WHAT THIS TASK INVOLVES: For each record, copy the text exactly and omit any picture it holds.

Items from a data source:
━━━━━━━━

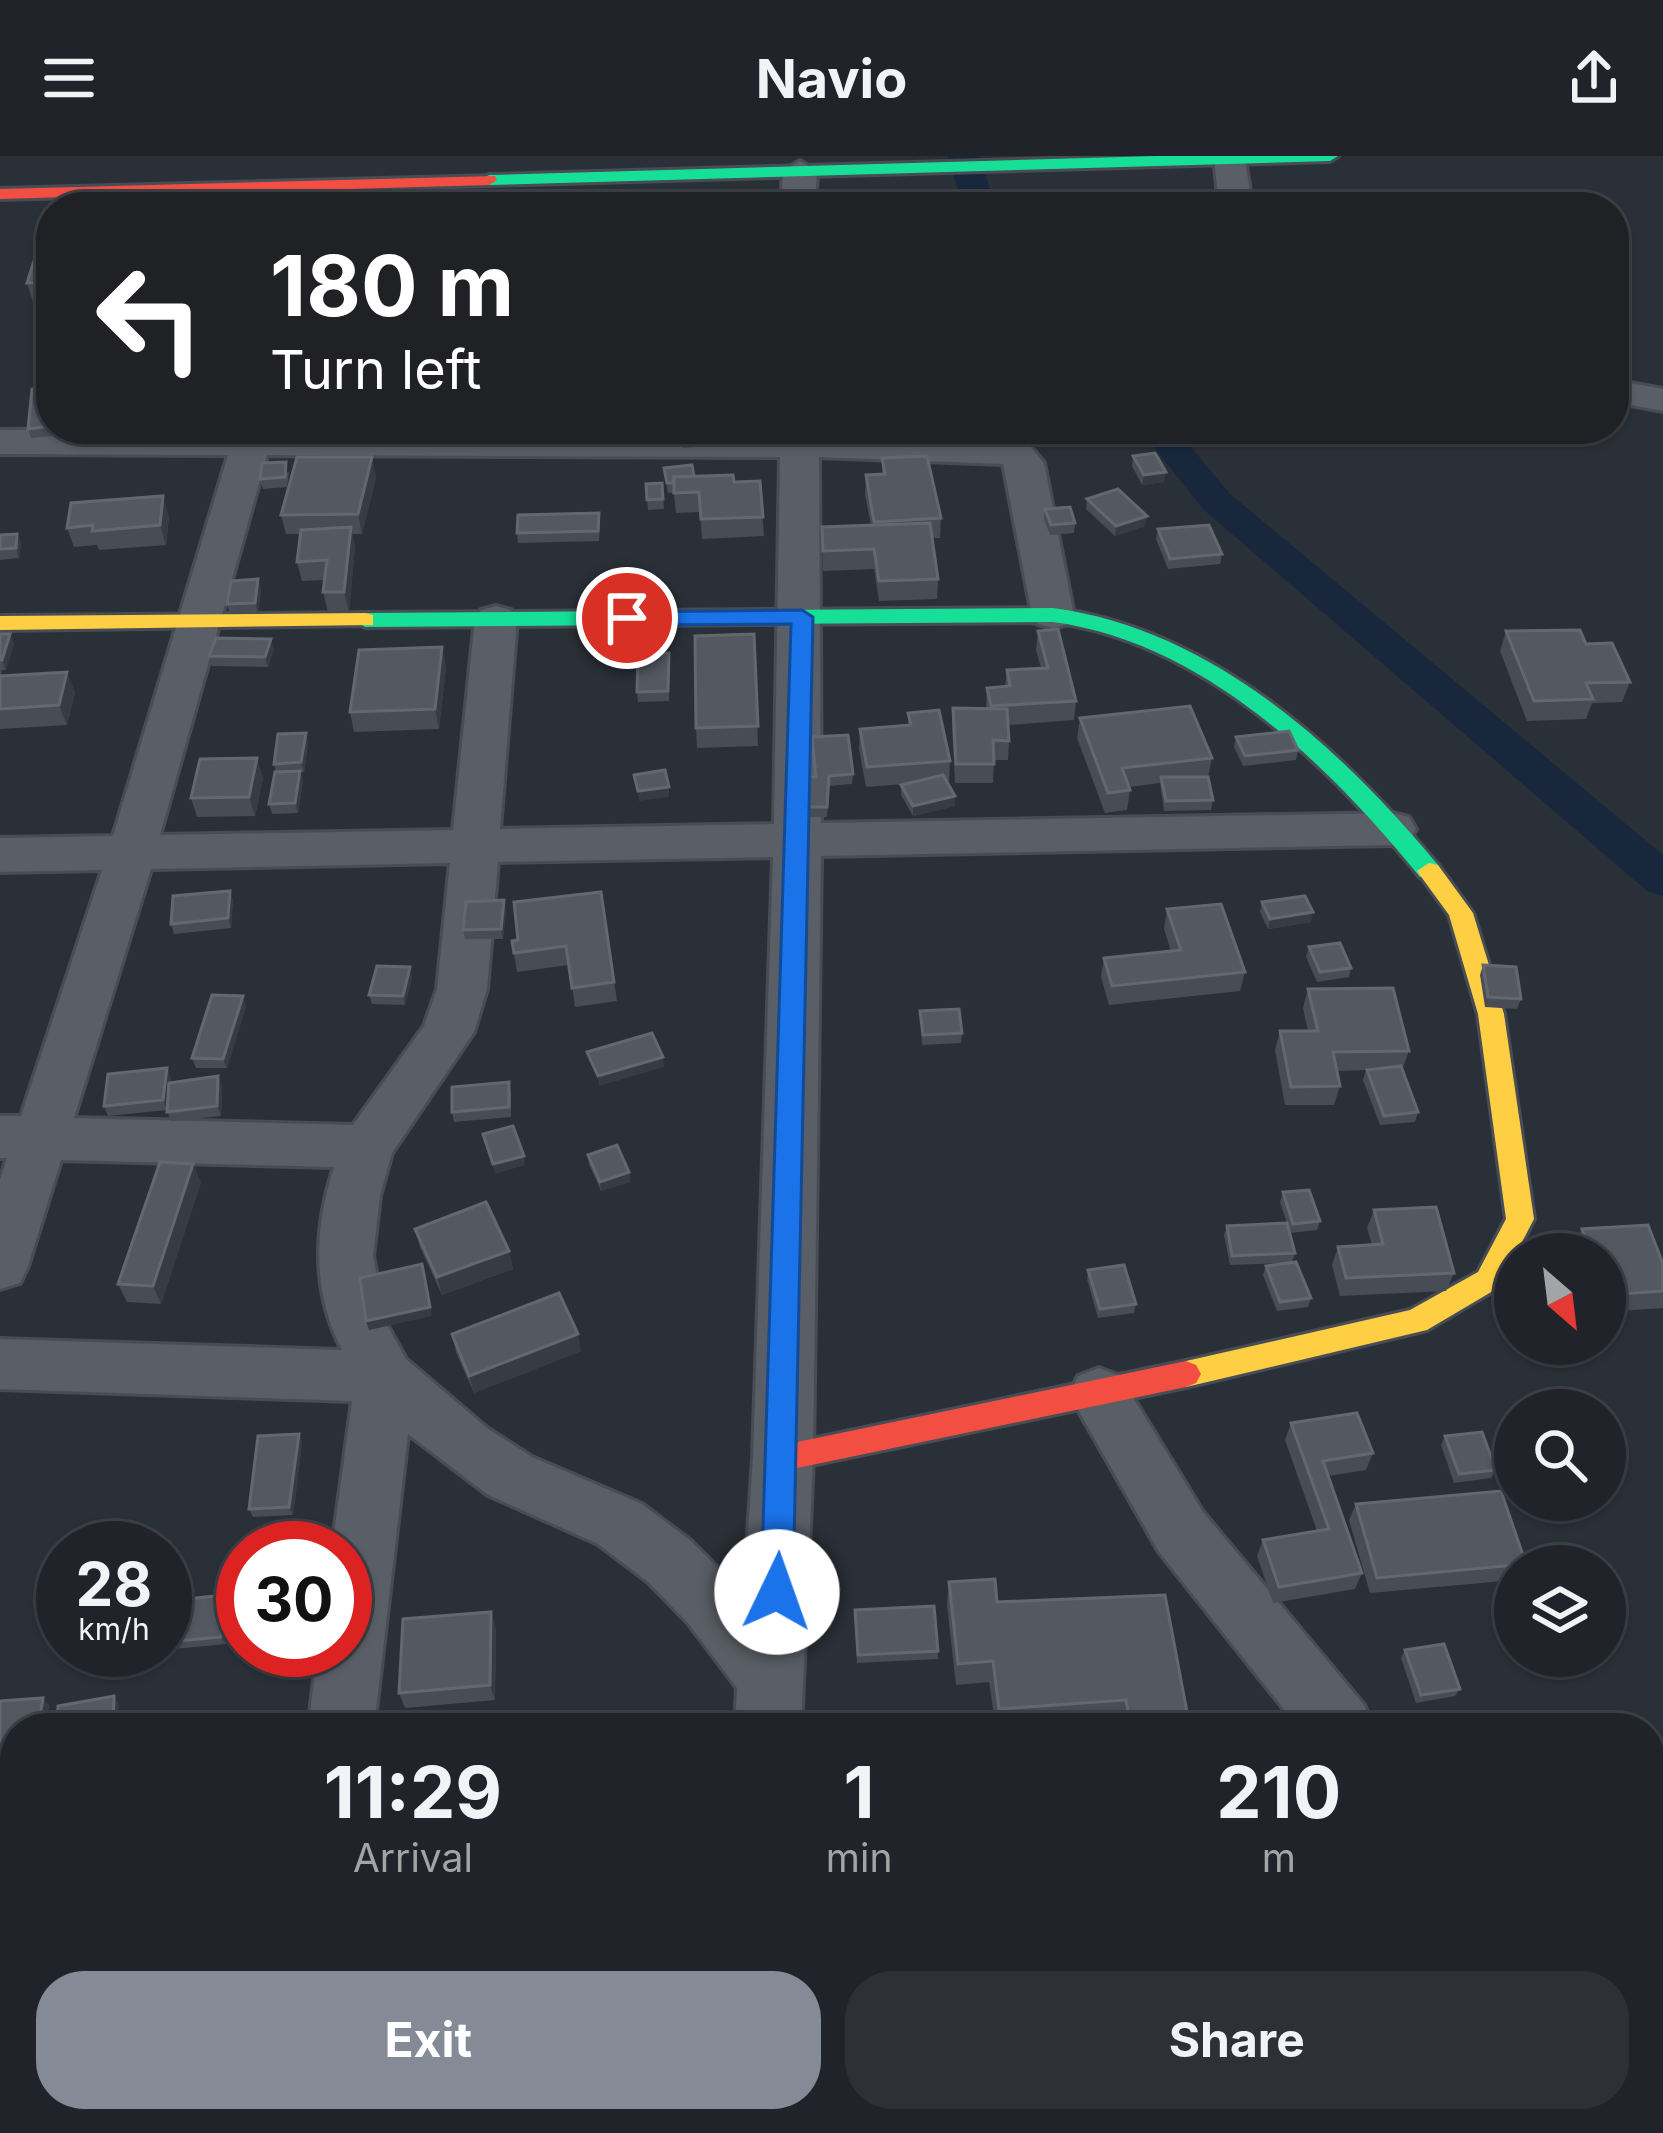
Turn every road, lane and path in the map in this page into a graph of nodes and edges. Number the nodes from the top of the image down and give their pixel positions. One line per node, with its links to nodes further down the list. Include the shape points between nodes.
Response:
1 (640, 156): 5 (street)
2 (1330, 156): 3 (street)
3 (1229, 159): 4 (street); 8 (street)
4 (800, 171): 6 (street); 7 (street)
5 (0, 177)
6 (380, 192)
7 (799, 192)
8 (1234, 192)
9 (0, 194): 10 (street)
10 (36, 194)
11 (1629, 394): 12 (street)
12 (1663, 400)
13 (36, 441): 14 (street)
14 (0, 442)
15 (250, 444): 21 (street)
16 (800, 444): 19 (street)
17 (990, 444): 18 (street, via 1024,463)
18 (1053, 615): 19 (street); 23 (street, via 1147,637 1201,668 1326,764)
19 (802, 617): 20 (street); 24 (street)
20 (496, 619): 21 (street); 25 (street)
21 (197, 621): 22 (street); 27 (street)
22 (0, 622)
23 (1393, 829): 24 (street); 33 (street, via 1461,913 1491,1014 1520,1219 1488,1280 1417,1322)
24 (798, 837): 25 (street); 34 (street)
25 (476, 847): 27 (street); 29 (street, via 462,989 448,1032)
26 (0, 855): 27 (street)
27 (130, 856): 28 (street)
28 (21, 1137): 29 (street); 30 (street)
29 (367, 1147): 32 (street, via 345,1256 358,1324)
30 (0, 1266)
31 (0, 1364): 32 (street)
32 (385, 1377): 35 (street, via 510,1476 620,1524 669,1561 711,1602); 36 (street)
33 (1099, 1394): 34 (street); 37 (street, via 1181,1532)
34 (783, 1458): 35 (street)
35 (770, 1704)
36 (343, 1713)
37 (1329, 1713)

━━━━━━━━

OUTPUT:
Turn every road, lane and path in the map in this page into a graph of nodes and edges. Number the nodes from the top of the image down and give their pixel positions. One line per node, with its links to nodes further down the list. Include the shape points between nodes.
Response:
1 (640, 156): 5 (street)
2 (1330, 156): 3 (street)
3 (1229, 159): 4 (street); 8 (street)
4 (800, 171): 6 (street); 7 (street)
5 (0, 177)
6 (380, 192)
7 (799, 192)
8 (1234, 192)
9 (0, 194): 10 (street)
10 (36, 194)
11 (1629, 394): 12 (street)
12 (1663, 400)
13 (36, 441): 14 (street)
14 (0, 442)
15 (250, 444): 21 (street)
16 (800, 444): 19 (street)
17 (990, 444): 18 (street, via 1024,463)
18 (1053, 615): 19 (street); 23 (street, via 1147,637 1201,668 1326,764)
19 (802, 617): 20 (street); 24 (street)
20 (496, 619): 21 (street); 25 (street)
21 (197, 621): 22 (street); 27 (street)
22 (0, 622)
23 (1393, 829): 24 (street); 33 (street, via 1461,913 1491,1014 1520,1219 1488,1280 1417,1322)
24 (798, 837): 25 (street); 34 (street)
25 (476, 847): 27 (street); 29 (street, via 462,989 448,1032)
26 (0, 855): 27 (street)
27 (130, 856): 28 (street)
28 (21, 1137): 29 (street); 30 (street)
29 (367, 1147): 32 (street, via 345,1256 358,1324)
30 (0, 1266)
31 (0, 1364): 32 (street)
32 (385, 1377): 35 (street, via 510,1476 620,1524 669,1561 711,1602); 36 (street)
33 (1099, 1394): 34 (street); 37 (street, via 1181,1532)
34 (783, 1458): 35 (street)
35 (770, 1704)
36 (343, 1713)
37 (1329, 1713)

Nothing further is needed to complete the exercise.